Postby AvatarIII » Fri Oct 28, 2011 10:22 am UTC

Star Maker
i was slightly disappointed in this book, mostly because i felt i enjoyed the less acclaimed Last and First Men, which was more coherent, and grounded, even if it was dated severely by the lack of the prediction of the rise of fascism, interestingly something the author himself refers to on the afterword/glossary for Star Maker, in a paragraph about justifying his use of the "expanding universe theory" which he fears may be debunked sooner or later and date the book again (oh the irony) however some of the other theories in the book have dated worse, for example a timeline at the end of the book puts the age of our universe at 50bn years, and the age of the oldest stars at almost 20bn, also the book was before the concept of black holes, and in fact it describes the last days of the universe as a place where dying stars are inhabited as if they were planets (with very high gravity obviously, but nothing approaching the strength of black holes).
Star Maker is a good book, but it is hurt by it's grandeur and lack of focus, it seems to dip into lots of different things and then conveniently step back away as soon as it's getting interesting. it's also hurt by a lack of the linearity that Last and First Men had, by jumping around in time within the universe it loses itself sometimes, also the feeling that the book is a novel with a narrative and a narrator with a personality, where Last and First Men felt more like an account (albeit fictionalised) but it felt more like a documentary than a story.

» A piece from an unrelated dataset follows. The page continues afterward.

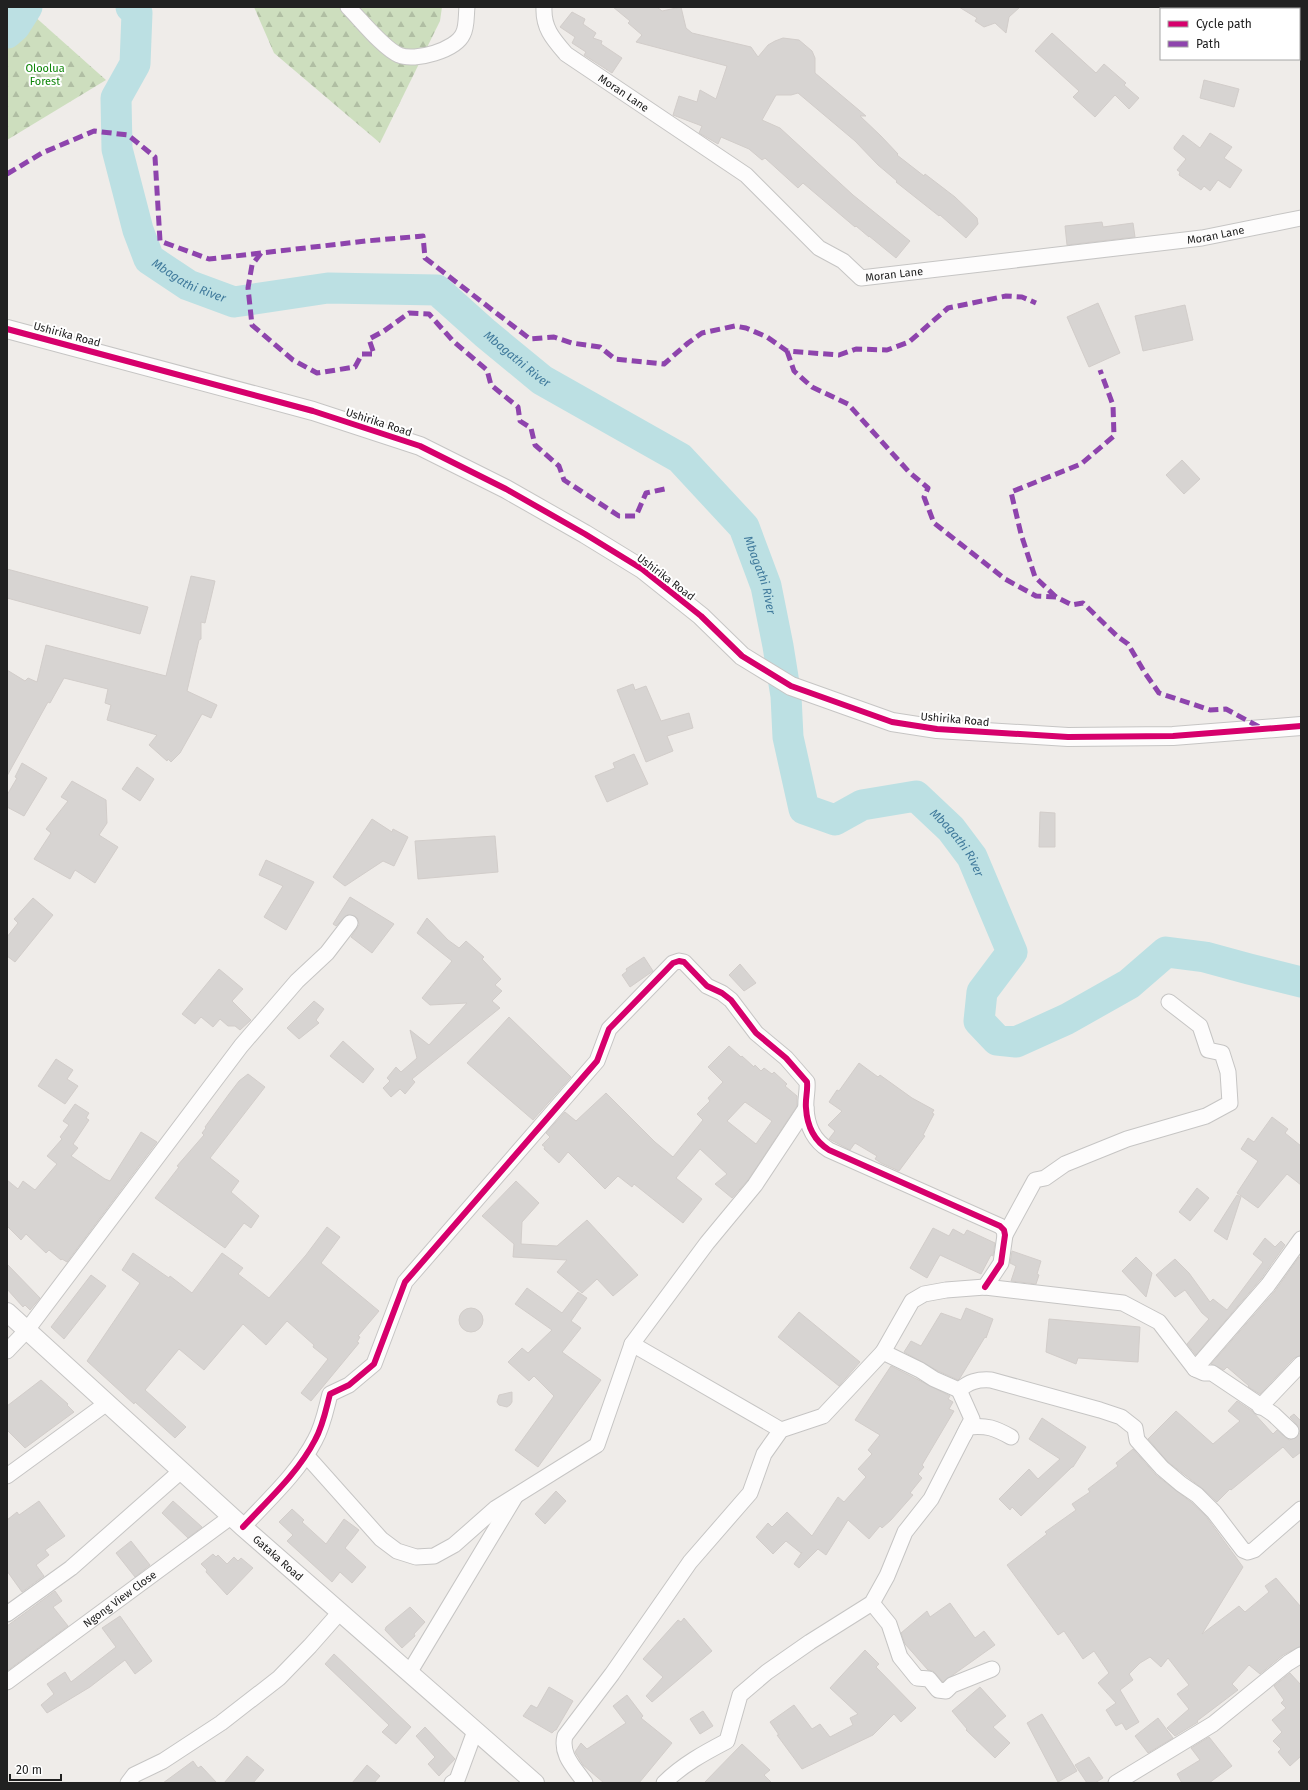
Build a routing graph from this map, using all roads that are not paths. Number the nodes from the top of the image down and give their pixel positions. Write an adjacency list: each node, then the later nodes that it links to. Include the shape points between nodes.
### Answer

enough of the flaw though, it's still a great book, and Olaf Stapledon is like the Carl Sagan of the 1930's this book is like Pale Blue Dot, but written almost 60 years prior, 20 years before Sputnik even, which is what makes this book amazing, and should not be missed by anyone who enjoys big ideas or philosophical SF.
some bits of the book are possibly deserving as low as 7/10 score but there were enough good bits for me to give it an 8/10 on the whole


I have decided to give reading these a short hiatus for now, just to read one book that I have been putting off for ages, I will start again soon.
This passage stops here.